前節では、労働時間の変化をみてきたが、過去30年間を振り返ってみると、現在のような労働需給の引き締まった時期ばかりではなかった。我が国においても、1990年代以降、いわゆるバブルが崩壊した後には「失われた10年」とも称される経済活動の低迷期があり、同時期には大学や高校の新卒就職率も低下した(いわゆる就職氷河期)。本節では、景気変動が特定世代の雇用に与える影響について考察し、若年人口が減少する中での新卒採用の今後や離職・転職を通じた長期的に安定した雇用機会の創出等について、特に雇い方との関係から検討していく。

1 景気変動と就業機会:「就職氷河期世代」の背景

(世界的に経済危機の後は失業率が大きく上昇し、それが長期間続く傾向)

雇用は生産活動の派生需要であるため、国や時期によって多少の違いはあれども景気変動の影響を受ける。ここでは、大きな経済危機後には、雇用者数の回復に時間を要することを示したPlotnikov(2014)を参考に、経済危機後における若年失業率の回復パターンをみると、15~24歳の失業率は、経済危機を伴う大きな景気変動が発生した後には長期間に渡って高止まりする現象がみられる(第2-2-1図)。

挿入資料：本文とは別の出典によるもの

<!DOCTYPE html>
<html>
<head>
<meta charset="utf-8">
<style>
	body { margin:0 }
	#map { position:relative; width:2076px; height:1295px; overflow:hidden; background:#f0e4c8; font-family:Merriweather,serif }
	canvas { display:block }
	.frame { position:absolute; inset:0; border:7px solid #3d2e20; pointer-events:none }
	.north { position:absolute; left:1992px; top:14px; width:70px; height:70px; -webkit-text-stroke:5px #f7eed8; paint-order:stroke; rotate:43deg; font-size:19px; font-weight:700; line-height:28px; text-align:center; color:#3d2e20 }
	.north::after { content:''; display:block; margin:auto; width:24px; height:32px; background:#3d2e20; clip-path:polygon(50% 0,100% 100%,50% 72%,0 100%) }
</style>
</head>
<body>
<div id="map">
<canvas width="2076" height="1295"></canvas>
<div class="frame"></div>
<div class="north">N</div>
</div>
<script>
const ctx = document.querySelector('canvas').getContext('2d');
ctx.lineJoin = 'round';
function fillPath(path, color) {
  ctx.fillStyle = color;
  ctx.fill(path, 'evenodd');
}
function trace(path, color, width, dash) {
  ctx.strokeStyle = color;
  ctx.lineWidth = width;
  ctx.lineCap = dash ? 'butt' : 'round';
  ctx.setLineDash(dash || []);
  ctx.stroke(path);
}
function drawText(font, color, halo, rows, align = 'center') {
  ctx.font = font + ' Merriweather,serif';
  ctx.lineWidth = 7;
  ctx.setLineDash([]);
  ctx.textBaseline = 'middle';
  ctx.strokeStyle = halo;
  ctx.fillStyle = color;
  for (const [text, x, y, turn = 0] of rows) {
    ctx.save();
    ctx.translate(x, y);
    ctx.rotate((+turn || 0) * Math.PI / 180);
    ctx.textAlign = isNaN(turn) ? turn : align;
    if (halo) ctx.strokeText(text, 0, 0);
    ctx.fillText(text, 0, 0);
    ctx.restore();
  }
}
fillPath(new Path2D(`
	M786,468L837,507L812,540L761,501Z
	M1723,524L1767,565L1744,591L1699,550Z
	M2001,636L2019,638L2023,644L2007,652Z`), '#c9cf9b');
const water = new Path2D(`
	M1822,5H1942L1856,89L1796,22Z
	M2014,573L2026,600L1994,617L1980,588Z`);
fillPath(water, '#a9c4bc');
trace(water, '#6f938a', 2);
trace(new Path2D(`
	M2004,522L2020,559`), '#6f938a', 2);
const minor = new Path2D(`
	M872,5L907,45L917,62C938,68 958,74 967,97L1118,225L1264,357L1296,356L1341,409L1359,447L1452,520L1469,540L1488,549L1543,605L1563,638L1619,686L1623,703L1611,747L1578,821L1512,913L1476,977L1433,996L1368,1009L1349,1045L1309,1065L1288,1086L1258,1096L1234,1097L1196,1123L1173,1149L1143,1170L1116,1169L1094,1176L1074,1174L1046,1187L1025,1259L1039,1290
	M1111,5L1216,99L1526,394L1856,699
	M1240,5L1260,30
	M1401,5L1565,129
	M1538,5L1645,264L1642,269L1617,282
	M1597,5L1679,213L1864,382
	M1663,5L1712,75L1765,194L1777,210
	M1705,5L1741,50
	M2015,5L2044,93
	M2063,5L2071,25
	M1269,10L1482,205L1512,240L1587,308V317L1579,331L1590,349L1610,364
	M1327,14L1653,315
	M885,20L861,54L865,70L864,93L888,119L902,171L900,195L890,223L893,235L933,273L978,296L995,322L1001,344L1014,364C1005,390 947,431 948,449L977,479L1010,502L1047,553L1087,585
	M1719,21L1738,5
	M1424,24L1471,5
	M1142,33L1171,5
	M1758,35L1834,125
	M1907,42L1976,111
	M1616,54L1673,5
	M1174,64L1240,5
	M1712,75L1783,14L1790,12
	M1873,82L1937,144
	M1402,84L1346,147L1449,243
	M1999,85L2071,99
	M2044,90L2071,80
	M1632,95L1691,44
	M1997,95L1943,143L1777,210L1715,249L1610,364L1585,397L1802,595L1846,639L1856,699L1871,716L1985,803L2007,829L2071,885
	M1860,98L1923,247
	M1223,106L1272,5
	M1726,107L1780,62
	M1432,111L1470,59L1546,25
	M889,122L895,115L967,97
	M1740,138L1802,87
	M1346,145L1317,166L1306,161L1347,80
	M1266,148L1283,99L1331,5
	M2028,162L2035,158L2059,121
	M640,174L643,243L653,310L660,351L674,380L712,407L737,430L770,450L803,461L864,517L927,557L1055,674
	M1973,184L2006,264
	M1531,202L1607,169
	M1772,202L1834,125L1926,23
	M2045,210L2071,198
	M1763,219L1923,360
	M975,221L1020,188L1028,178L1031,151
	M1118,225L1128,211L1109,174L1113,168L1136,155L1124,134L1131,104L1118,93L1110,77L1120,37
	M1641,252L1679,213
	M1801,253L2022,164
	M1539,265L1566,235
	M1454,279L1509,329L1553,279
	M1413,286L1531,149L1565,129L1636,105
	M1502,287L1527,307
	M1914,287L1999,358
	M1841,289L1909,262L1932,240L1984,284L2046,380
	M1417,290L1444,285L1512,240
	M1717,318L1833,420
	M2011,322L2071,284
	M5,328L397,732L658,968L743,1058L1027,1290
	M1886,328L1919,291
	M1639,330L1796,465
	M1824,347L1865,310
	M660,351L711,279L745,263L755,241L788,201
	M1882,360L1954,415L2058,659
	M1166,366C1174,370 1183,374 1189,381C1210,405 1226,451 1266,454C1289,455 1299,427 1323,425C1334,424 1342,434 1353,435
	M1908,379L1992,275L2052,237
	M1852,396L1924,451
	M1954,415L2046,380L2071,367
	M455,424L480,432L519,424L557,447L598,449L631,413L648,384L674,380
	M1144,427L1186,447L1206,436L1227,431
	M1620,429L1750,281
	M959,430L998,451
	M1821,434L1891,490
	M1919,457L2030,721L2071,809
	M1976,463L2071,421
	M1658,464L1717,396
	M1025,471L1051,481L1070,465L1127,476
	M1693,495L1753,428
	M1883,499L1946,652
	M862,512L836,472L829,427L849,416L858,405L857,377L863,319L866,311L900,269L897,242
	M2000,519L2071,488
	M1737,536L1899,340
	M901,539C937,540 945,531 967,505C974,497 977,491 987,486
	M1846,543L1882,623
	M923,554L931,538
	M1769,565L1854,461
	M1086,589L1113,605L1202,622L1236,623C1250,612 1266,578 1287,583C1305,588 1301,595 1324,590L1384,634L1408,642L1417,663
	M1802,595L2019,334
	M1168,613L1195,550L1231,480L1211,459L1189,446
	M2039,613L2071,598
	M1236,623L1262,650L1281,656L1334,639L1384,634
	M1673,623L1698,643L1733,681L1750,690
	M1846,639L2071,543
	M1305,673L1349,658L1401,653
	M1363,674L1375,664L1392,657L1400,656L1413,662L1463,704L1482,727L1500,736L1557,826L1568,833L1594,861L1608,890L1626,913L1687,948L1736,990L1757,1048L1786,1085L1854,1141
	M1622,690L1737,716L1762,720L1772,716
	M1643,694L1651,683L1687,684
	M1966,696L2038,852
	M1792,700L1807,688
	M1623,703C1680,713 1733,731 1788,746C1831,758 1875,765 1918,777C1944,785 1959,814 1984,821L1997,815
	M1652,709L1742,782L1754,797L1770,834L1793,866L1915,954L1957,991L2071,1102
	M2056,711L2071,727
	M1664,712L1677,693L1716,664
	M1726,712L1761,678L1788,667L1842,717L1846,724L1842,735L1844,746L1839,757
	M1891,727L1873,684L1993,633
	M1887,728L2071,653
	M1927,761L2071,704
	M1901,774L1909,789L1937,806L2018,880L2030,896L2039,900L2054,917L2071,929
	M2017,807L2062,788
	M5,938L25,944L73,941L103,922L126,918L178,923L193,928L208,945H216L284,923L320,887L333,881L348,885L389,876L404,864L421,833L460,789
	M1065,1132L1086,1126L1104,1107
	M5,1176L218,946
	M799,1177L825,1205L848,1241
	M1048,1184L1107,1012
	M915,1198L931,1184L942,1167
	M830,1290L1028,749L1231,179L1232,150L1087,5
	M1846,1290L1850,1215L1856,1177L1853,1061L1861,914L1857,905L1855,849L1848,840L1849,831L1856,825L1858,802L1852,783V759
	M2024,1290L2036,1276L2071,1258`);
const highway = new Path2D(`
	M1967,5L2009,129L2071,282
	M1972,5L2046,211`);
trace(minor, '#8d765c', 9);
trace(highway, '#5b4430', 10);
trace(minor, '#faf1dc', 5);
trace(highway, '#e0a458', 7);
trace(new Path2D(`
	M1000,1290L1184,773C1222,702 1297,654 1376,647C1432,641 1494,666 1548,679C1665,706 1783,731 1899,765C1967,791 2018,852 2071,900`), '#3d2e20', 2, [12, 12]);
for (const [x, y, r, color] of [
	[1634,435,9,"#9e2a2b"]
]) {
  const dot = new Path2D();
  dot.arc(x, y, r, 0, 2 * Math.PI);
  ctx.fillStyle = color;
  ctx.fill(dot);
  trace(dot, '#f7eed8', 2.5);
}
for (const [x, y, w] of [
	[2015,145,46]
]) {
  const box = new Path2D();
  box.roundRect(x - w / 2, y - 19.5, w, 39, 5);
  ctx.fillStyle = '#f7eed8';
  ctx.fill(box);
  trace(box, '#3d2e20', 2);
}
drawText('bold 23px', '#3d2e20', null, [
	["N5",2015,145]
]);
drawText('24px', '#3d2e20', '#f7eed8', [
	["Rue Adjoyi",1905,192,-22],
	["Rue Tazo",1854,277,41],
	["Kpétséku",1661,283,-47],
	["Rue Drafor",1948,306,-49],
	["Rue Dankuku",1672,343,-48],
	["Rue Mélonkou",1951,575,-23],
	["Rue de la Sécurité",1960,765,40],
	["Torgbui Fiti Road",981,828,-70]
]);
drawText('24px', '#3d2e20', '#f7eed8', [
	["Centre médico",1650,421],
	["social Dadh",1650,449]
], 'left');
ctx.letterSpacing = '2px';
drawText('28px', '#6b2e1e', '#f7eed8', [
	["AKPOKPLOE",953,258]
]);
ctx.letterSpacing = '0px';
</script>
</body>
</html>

第2-2-1図 大規模な経済危機後の失業率(若年、15~24歳)の推移
第2-2-1図 大規模な経済危機後の失業率(若年、15~24歳)の推移 のグラフ

例えば、アメリカ(世界金融危機、2007年~)、日本(バブル崩壊、1992年~)及び北欧諸国(フィンランド及びスウェーデン、1991年~)の経済危機後における15~24歳の失業率をみると、危機前の水準に戻るのに10年程度要している。その他の景気循環時における若年失業率が戻るために要する時間は、我が国の場合は平均6年程度(第8循環の山(1977年)、第9循環の山(1980年)及び第10循環の山(1985年)から計測した回復期間の平均)、アメリカの場合は平均5年程度(1981年、1990年及び2001年のから計測した回復期間の平均)となり、日米ともに大きな景気変動後には、若年失業率の改善に時間を要している。

(就職氷河期世代の大学新卒就職率は平年よりも10%ポイント以上低下)

我が国において、1990年代の成長鈍化による影響を受けた世代(1974~83年生まれ、2018年時点で35歳以上45歳未満)は、いわゆる就職氷河期世代と呼ばれている。新卒就業率(新卒者から進学者を除いたうち、その年に就業した者の割合)を確認すると、大学(学部)卒業者の場合、就職氷河期の就職率が69.7%(その期間を除く1985年~2019年の平均は80.1%)と平年よりも10%ポイント以上の低下、高等学校卒業者も、平均就職率は70.9%と平年の78.1%よりも7%ポイント程度の低下となっている(第2-2-2図)。

第2-2-2図 新卒就職率の推移
第2-2-2図 新卒就職率の推移 のグラフ

(就職氷河期世代の男性は、30歳台時の正規雇用比率も低め)

この世代(1974~83年)と他の世代(1954~63年、64~73年、84~93年)の違いについて、各世代が20~29歳であった時点で比較すると、就職氷河期世代の就業率は、男女計ではその前の世代と同水準か、若干高めではあるものの、男女別に大きな違いがある。男性の就業率はそれ以前の2世代に比べて6~8%弱低く、20歳台後半に上昇を示して30歳台の差は0.5~4%程度となり、その後はおおむね同じ水準となっている。他方、女性の就業率は社会参加促進や婚姻等を起因とする退職の減少も背景に、20歳台においては2世代前よりも6%程度高く、30歳前後は10%程度高めで推移し、低下はみられない(第2-2-3図(1))。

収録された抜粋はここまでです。